### Problem requirements
Omit every picture. Return all other data as it stands.

[Available records — start]

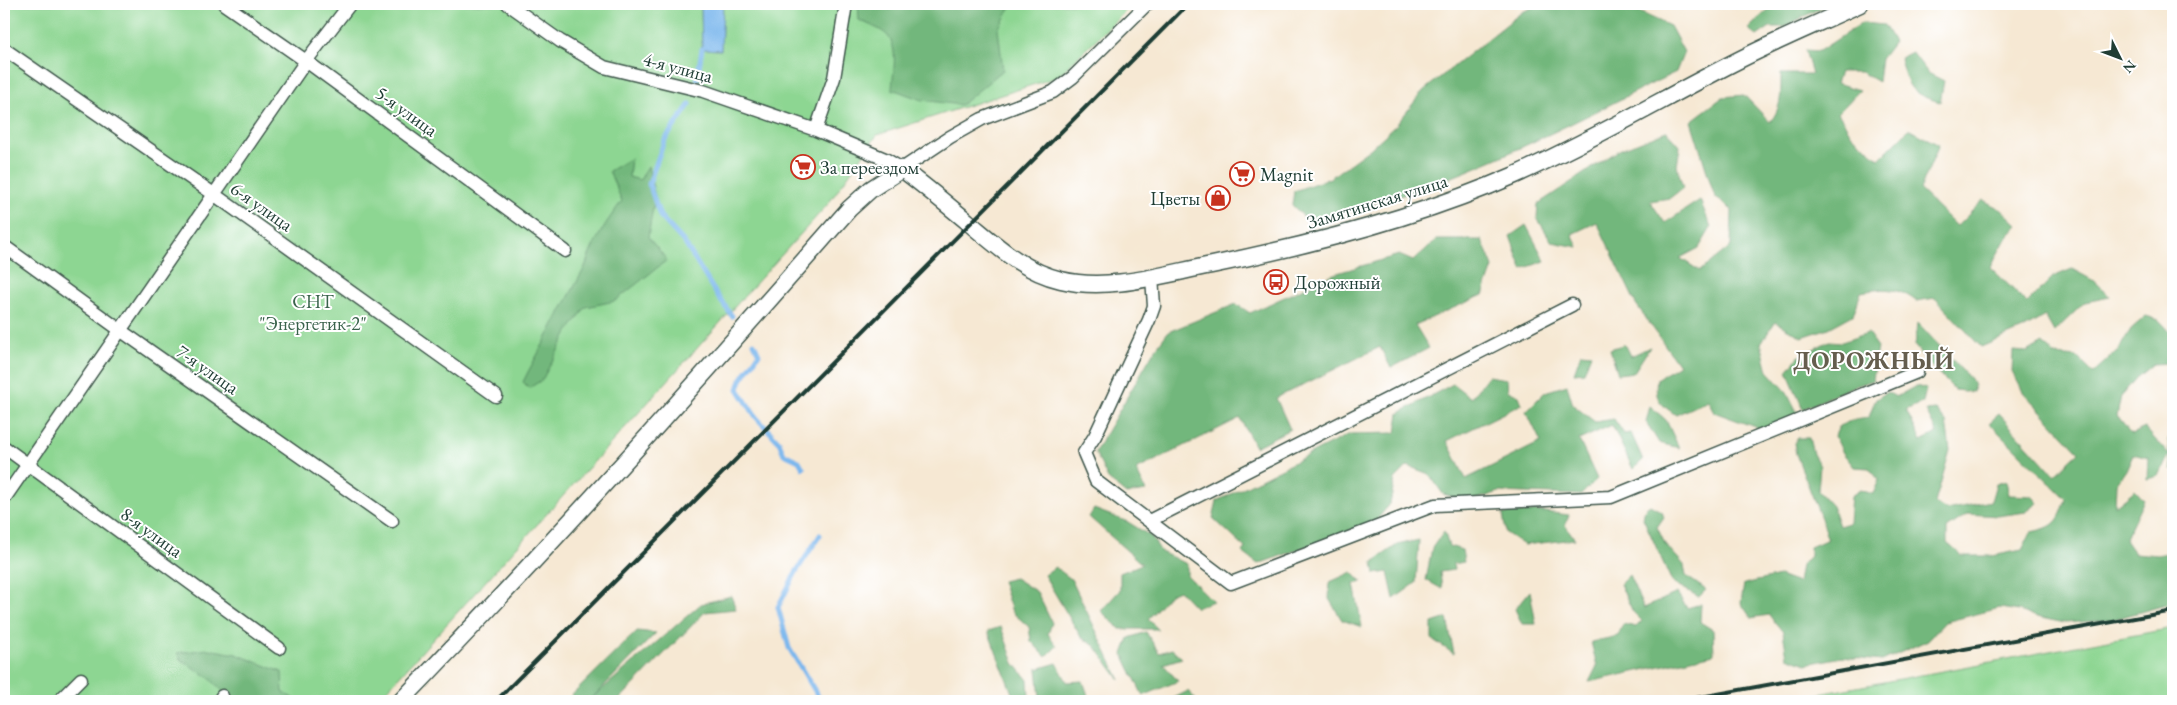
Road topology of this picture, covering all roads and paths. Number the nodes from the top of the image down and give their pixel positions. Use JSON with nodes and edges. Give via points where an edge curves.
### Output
{"nodes":[{"id":1,"x":224,"y":4,"type":"edge"},
{"id":2,"x":350,"y":4,"type":"edge"},
{"id":3,"x":508,"y":4,"type":"edge"},
{"id":4,"x":846,"y":4,"type":"edge"},
{"id":5,"x":1147,"y":4,"type":"edge"},
{"id":6,"x":1860,"y":4,"type":"edge"},
{"id":7,"x":4,"y":49,"type":"edge"},
{"id":8,"x":306,"y":61,"type":"junction"},
{"id":9,"x":816,"y":130,"type":"junction"},
{"id":10,"x":902,"y":169,"type":"junction"},
{"id":11,"x":215,"y":195,"type":"junction"},
{"id":12,"x":4,"y":246,"type":"edge"},
{"id":13,"x":565,"y":251,"type":"dead end"},
{"id":14,"x":1152,"y":277,"type":"junction"},
{"id":15,"x":1572,"y":305,"type":"dead end"},
{"id":16,"x":120,"y":330,"type":"junction"},
{"id":17,"x":1917,"y":372,"type":"dead end"},
{"id":18,"x":496,"y":396,"type":"dead end"},
{"id":19,"x":4,"y":447,"type":"edge"},
{"id":20,"x":28,"y":465,"type":"junction"},
{"id":21,"x":4,"y":499,"type":"edge"},
{"id":22,"x":1149,"y":520,"type":"junction"},
{"id":23,"x":392,"y":521,"type":"dead end"},
{"id":24,"x":279,"y":648,"type":"dead end"},
{"id":25,"x":81,"y":679,"type":"dead end"},
{"id":26,"x":59,"y":701,"type":"edge"},
{"id":27,"x":401,"y":701,"type":"edge"}],
"edges":[{"from":1,"to":8,"type":"street","name":"5-я улица"},
{"from":2,"to":8,"type":"street"},
{"from":3,"to":9,"type":"street","name":"4-я улица","via":[[604,67],[703,91]]},
{"from":4,"to":9,"type":"street","via":[[834,78]]},
{"from":5,"to":10,"type":"street","via":[[1073,78],[1053,92],[982,119]]},
{"from":6,"to":14,"type":"street","name":"Замятинская улица","via":[[1733,63],[1593,138],[1452,201],[1319,240]]},
{"from":7,"to":11,"type":"street","name":"6-я улица"},
{"from":8,"to":11,"type":"street"},
{"from":8,"to":13,"type":"street","name":"5-я улица"},
{"from":9,"to":10,"type":"street","name":"4-я улица"},
{"from":10,"to":14,"type":"street","name":"Замятинская улица","via":[[1013,259],[1036,273],[1088,284]]},
{"from":10,"to":27,"type":"street","via":[[871,189],[849,209],[654,432],[509,590]]},
{"from":11,"to":16,"type":"street"},
{"from":11,"to":18,"type":"street","name":"6-я улица"},
{"from":12,"to":16,"type":"street","name":"7-я улица"},
{"from":14,"to":22,"type":"street","via":[[1154,306],[1149,320],[1096,436],[1084,453],[1096,480]]},
{"from":15,"to":22,"type":"street"},
{"from":16,"to":20,"type":"street"},
{"from":16,"to":23,"type":"street","name":"7-я улица"},
{"from":17,"to":22,"type":"street","via":[[1611,497],[1435,504],[1231,583]]},
{"from":19,"to":20,"type":"street","name":"8-я улица"},
{"from":20,"to":21,"type":"street"},
{"from":20,"to":24,"type":"street","name":"8-я улица"},
{"from":25,"to":26,"type":"street"}]}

[Available records — finish]

### Response area
Road topology of this picture, covering all roads and paths. Number the nodes from the top of the image down and give their pixel positions. Use JSON with nodes and edges. Give via points where an edge curves.
### Output
{"nodes":[{"id":1,"x":224,"y":4,"type":"edge"},
{"id":2,"x":350,"y":4,"type":"edge"},
{"id":3,"x":508,"y":4,"type":"edge"},
{"id":4,"x":846,"y":4,"type":"edge"},
{"id":5,"x":1147,"y":4,"type":"edge"},
{"id":6,"x":1860,"y":4,"type":"edge"},
{"id":7,"x":4,"y":49,"type":"edge"},
{"id":8,"x":306,"y":61,"type":"junction"},
{"id":9,"x":816,"y":130,"type":"junction"},
{"id":10,"x":902,"y":169,"type":"junction"},
{"id":11,"x":215,"y":195,"type":"junction"},
{"id":12,"x":4,"y":246,"type":"edge"},
{"id":13,"x":565,"y":251,"type":"dead end"},
{"id":14,"x":1152,"y":277,"type":"junction"},
{"id":15,"x":1572,"y":305,"type":"dead end"},
{"id":16,"x":120,"y":330,"type":"junction"},
{"id":17,"x":1917,"y":372,"type":"dead end"},
{"id":18,"x":496,"y":396,"type":"dead end"},
{"id":19,"x":4,"y":447,"type":"edge"},
{"id":20,"x":28,"y":465,"type":"junction"},
{"id":21,"x":4,"y":499,"type":"edge"},
{"id":22,"x":1149,"y":520,"type":"junction"},
{"id":23,"x":392,"y":521,"type":"dead end"},
{"id":24,"x":279,"y":648,"type":"dead end"},
{"id":25,"x":81,"y":679,"type":"dead end"},
{"id":26,"x":59,"y":701,"type":"edge"},
{"id":27,"x":401,"y":701,"type":"edge"}],
"edges":[{"from":1,"to":8,"type":"street","name":"5-я улица"},
{"from":2,"to":8,"type":"street"},
{"from":3,"to":9,"type":"street","name":"4-я улица","via":[[604,67],[703,91]]},
{"from":4,"to":9,"type":"street","via":[[834,78]]},
{"from":5,"to":10,"type":"street","via":[[1073,78],[1053,92],[982,119]]},
{"from":6,"to":14,"type":"street","name":"Замятинская улица","via":[[1733,63],[1593,138],[1452,201],[1319,240]]},
{"from":7,"to":11,"type":"street","name":"6-я улица"},
{"from":8,"to":11,"type":"street"},
{"from":8,"to":13,"type":"street","name":"5-я улица"},
{"from":9,"to":10,"type":"street","name":"4-я улица"},
{"from":10,"to":14,"type":"street","name":"Замятинская улица","via":[[1013,259],[1036,273],[1088,284]]},
{"from":10,"to":27,"type":"street","via":[[871,189],[849,209],[654,432],[509,590]]},
{"from":11,"to":16,"type":"street"},
{"from":11,"to":18,"type":"street","name":"6-я улица"},
{"from":12,"to":16,"type":"street","name":"7-я улица"},
{"from":14,"to":22,"type":"street","via":[[1154,306],[1149,320],[1096,436],[1084,453],[1096,480]]},
{"from":15,"to":22,"type":"street"},
{"from":16,"to":20,"type":"street"},
{"from":16,"to":23,"type":"street","name":"7-я улица"},
{"from":17,"to":22,"type":"street","via":[[1611,497],[1435,504],[1231,583]]},
{"from":19,"to":20,"type":"street","name":"8-я улица"},
{"from":20,"to":21,"type":"street"},
{"from":20,"to":24,"type":"street","name":"8-я улица"},
{"from":25,"to":26,"type":"street"}]}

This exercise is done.